Commenting on the commercial input to the Graphene Flagship, its director, Professor Jari Kinaret, a materials scientist based at Chalmers University of Technology in Gothenburg, says: “A third of the partners coming in through the first expansion phase are industrial, bringing the proportion of industrial partners in the flagship to 27%. This demonstrates that we are off to a good start.”
In its October 2014 issue, Nature Nanotechnology features articles from graphene researchers the world over, and included among the authors are a number associated with the Graphene Flagship.

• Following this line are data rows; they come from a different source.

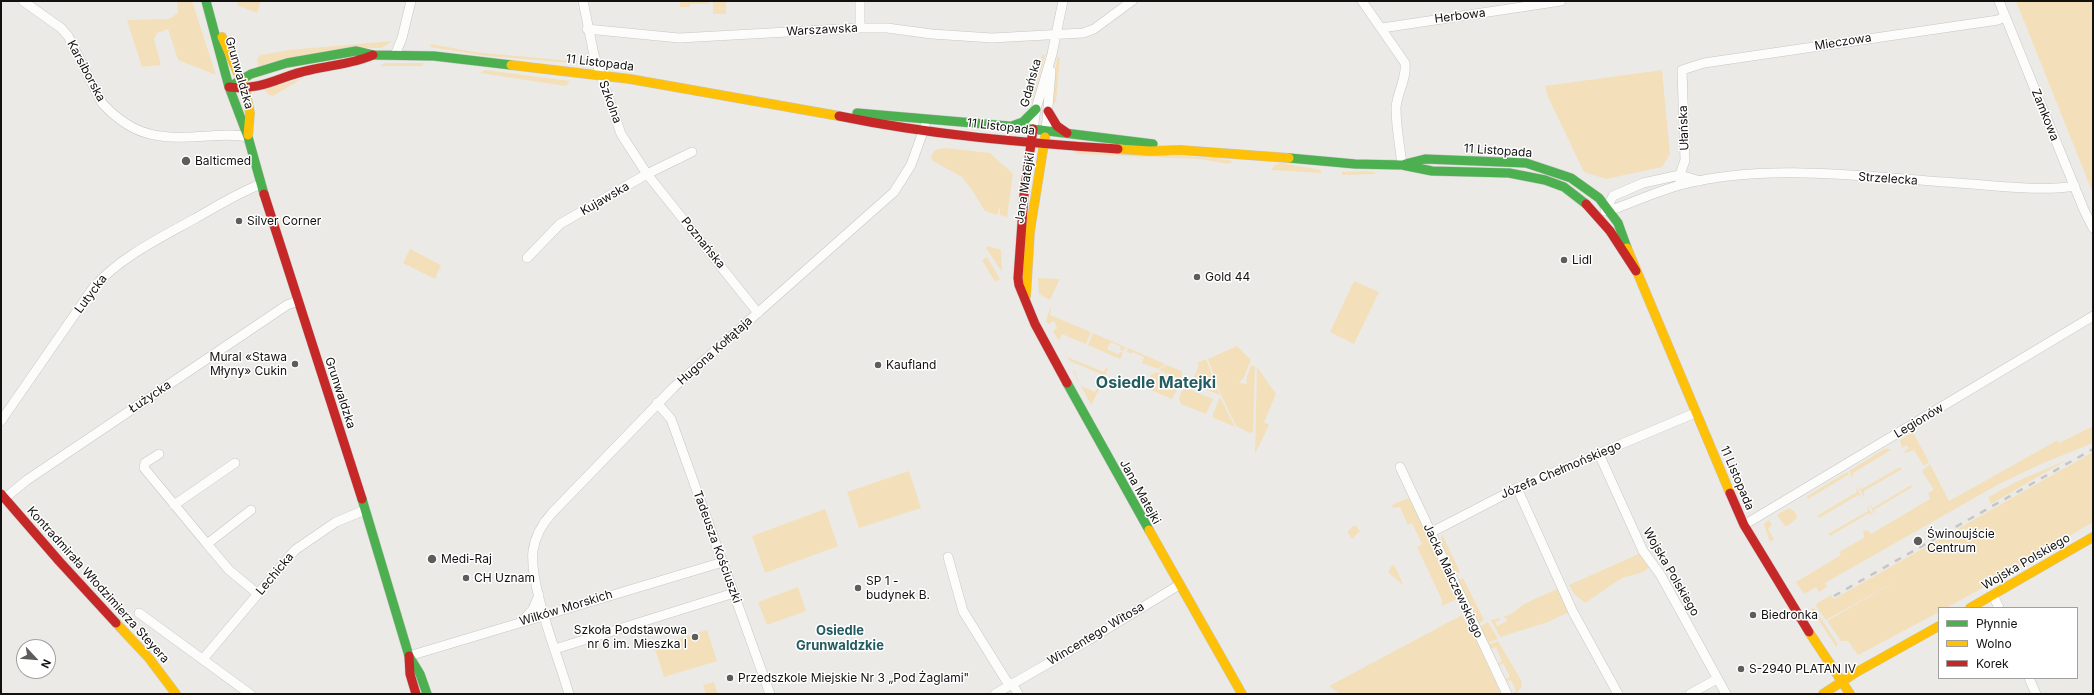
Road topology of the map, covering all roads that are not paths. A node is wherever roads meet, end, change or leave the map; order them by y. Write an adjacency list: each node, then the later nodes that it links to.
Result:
1 (23, 1): 38 (street, Karsiborska)
2 (206, 1): 11 (street, Grunwaldzka)
3 (411, 1): 19 (street)
4 (583, 1): 15 (street, Szkolna)
5 (860, 1): 13 (street)
6 (1063, 1): 16 (street, Gdańska)
7 (1132, 1): 16 (street, Warszawska)
8 (1362, 1): 14 (street)
9 (1561, 1): 14 (street, Herbowa)
10 (1999, 1): 12 (street, Zamkowa)
11 (210, 15): 24 (street, Grunwaldzka); 26 (street, Grunwaldzka)
12 (2004, 16): 22 (street, Mieczowa); 53 (street, Zamkowa)
13 (860, 28): 15 (street, Warszawska); 16 (street, Warszawska)
14 (1382, 28): 47 (street)
15 (588, 29): 23 (street, Szkolna)
16 (1056, 35): 17 (street, Gdańska)
17 (1052, 54): 28 (street, Gdańska); 29 (street, Gdańska)
18 (373, 55): 19 (street, 11 Listopada); 20 (street, 11 Listopada); 21 (street, 11 Listopada)
19 (395, 55): 23 (street, 11 Listopada)
20 (306, 59): 21 (street); 24 (street, 11 Listopada)
21 (308, 70): 25 (street, 11 Listopada)
22 (1682, 70): 49 (street, Ułańska)
23 (600, 75): 30 (street, 11 Listopada); 48 (street, Szkolna)
24 (242, 79): 26 (street, 11 Listopada); 27 (street, Grunwaldzka)
25 (260, 86): 27 (street, 11 Listopada); 31 (street)
26 (229, 87): 27 (street, 11 Listopada); 38 (street, Grunwaldzka)
27 (245, 89): 31 (street, Grunwaldzka)
28 (1036, 110): 33 (street); 34 (street, Gdańska)
29 (1048, 111): 36 (street, Gdańska); 37 (street)
30 (821, 112): 32 (street, 11 Listopada); 35 (street, 11 Listopada)
31 (250, 113): 38 (street, Grunwaldzka)
32 (926, 120): 33 (street, 11 Listopada); 35 (street, Hugona Kołłątaja)
33 (1008, 126): 34 (street, 11 Listopada)
34 (1033, 129): 36 (street, 11 Listopada); 40 (street, Gdańska)
35 (924, 130): 39 (street, 11 Listopada); 65 (street, Hugona Kołłątaja)
36 (1046, 131): 37 (street, 11 Listopada); 41 (street, Jana Matejki)
37 (1067, 133): 43 (street, 11 Listopada)
38 (248, 137): 51 (street, Grunwaldzka)
39 (1006, 140): 40 (street, 11 Listopada); 45 (street)
40 (1031, 143): 41 (street, 11 Listopada); 45 (street, Jana Matejki)
41 (1044, 144): 42 (street, 11 Listopada); 46 (street, Jana Matejki)
42 (1066, 146): 43 (street, 11 Listopada); 46 (street)
43 (1180, 150): 47 (street, 11 Listopada)
44 (692, 152): 48 (street, Kujawska)
45 (1028, 163): 63 (street, Jana Matejki)
46 (1041, 165): 63 (street, Jana Matejki)
47 (1402, 165): 54 (street, 11 Listopada); 58 (street, 11 Listopada)
48 (647, 174): 61 (street, Kujawska); 65 (street, Poznańska)
49 (1680, 175): 50 (street, Strzelecka); 52 (street, Ułańska); 55 (street, Strzelecka)
50 (1701, 181): 52 (street, Strzelecka); 53 (street, Strzelecka)
51 (260, 184): 64 (street, Grunwaldzka); 69 (street, Lutycka)
52 (1680, 185): 56 (street, Strzelecka)
53 (2075, 186): 60 (street, Zamkowa)
54 (1592, 191): 55 (street, Strzelecka); 57 (street, 11 Listopada)
55 (1618, 193): 57 (street)
56 (1630, 203): 57 (street, Strzelecka); 59 (street)
57 (1607, 208): 58 (street); 59 (street, 11 Listopada)
58 (1598, 216): 62 (street, 11 Listopada)
59 (1619, 225): 62 (street, 11 Listopada)
60 (2093, 228)
61 (526, 258)
62 (1636, 271): 68 (street, 11 Listopada)
63 (1026, 298): 85 (street, Jana Matejki)
64 (298, 301): 75 (street, Łużycka); 78 (street, Grunwaldzka)
65 (758, 313): 67 (street, Hugona Kołłątaja)
66 (2093, 316): 79 (street, Legionów)
67 (658, 404): 84 (street, Tadeusza Kościuszki); 88 (street, Hugona Kołłątaja)
68 (1696, 413): 71 (street, Józefa Chełmońskiego); 79 (street, 11 Listopada)
69 (1, 421)
70 (159, 454): 76 (street)
71 (1599, 454): 74 (street, Józefa Chełmońskiego); 99 (street, Wojska Polskiego)
72 (235, 463): 76 (street)
73 (1400, 467): 80 (street, Jacka Malczewskiego)
74 (1517, 488): 80 (street, Józefa Chełmońskiego); 113 (street)
75 (3, 496): 103 (street, Kontradmirała Włodzimierza Steyera)
76 (174, 505): 82 (street)
77 (251, 510): 82 (street)
78 (365, 510): 86 (street, Lechicka); 97 (street, Grunwaldzka)
79 (1744, 525): 101 (street, 11 Listopada)
80 (1430, 533): 112 (street, Jacka Malczewskiego)
81 (2093, 537): 89 (street, Wojska Polskiego)
82 (207, 544): 86 (street)
83 (948, 557): 102 (street)
84 (723, 562): 87 (street, Tadeusza Kościuszki); 93 (street, Wilków Morskich)
85 (1179, 585): 102 (street, Wincentego Witosa); 111 (street, Jana Matejki)
86 (258, 594): 98 (street, Lechicka)
87 (734, 594): 96 (street); 108 (street, Tadeusza Kościuszki)
88 (539, 595): 93 (street, Hugona Kołłątaja); 94 (street)
89 (1993, 595): 90 (street, Wojska Polskiego); 91 (street)
90 (1972, 607)
91 (1999, 607)
92 (139, 613): 98 (street, Kontradmirała Włodzimierza Steyera)
93 (544, 614): 94 (street, Wilków Morskich); 96 (street, Hugona Kołłątaja)
94 (521, 622): 97 (street, Wilków Morskich)
95 (1938, 627): 101 (street)
96 (556, 649): 107 (street, Hugona Kołłątaja)
97 (409, 656): 105 (street, Grunwaldzka); 106 (street, Grunwaldzka)
98 (204, 659): 104 (street, Kontradmirała Włodzimierza Steyera)
99 (1717, 679): 114 (street); 115 (street, Wojska Polskiego)
100 (2029, 679): 118 (street)
101 (1842, 682): 116 (street); 117 (street, 11 Listopada)
102 (1011, 684): 109 (street, Wincentego Witosa); 110 (street)
103 (176, 694)
104 (250, 694)
105 (416, 694)
106 (427, 694)
107 (570, 694)
108 (770, 694)
109 (995, 694)
110 (1018, 694)
111 (1242, 694)
112 (1507, 694)
113 (1618, 694)
114 (1690, 694)
115 (1726, 694)
116 (1823, 694)
117 (1850, 694)
118 (2036, 694)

Among the feature articles in the special issue of Nature Nanotechnology, we have one from Amaia Zurutuza and Claudio Marinelli of graphene production firms Graphenea and Applied Graphene Materials, who look at the challenges involved in graphene commercialisation. Felice Torrisi, of the Cambridge Graphene Centre, and Jonathan Coleman, at the AMBER centre of Trinity College Dublin, then discuss conductive inks incorporating graphene and other two-dimensional nanomaterials. There are also a number of scientific reviews, including one on graphene-based photodetectors by Frank Koppens from the Institute of Photonic Sciences in Barcelona, Thomas Mueller of the Vienna University of Technology, and others.
The graphene research and development community worldwide has achieved a huge amount over the past decade, and it is right that we celebrate. However, in the Graphene Flagship we are acutely aware that there is much work to do before graphene becomes an established industrial material, and society sees the tangible benefits of graphene and related nanomaterials.
This is epitomised in the words of Nobel laureate Konstantin Novoselov…
“I rarely look back – much more excited about the next 10 years.”
And on that note, we continue with the task in hand.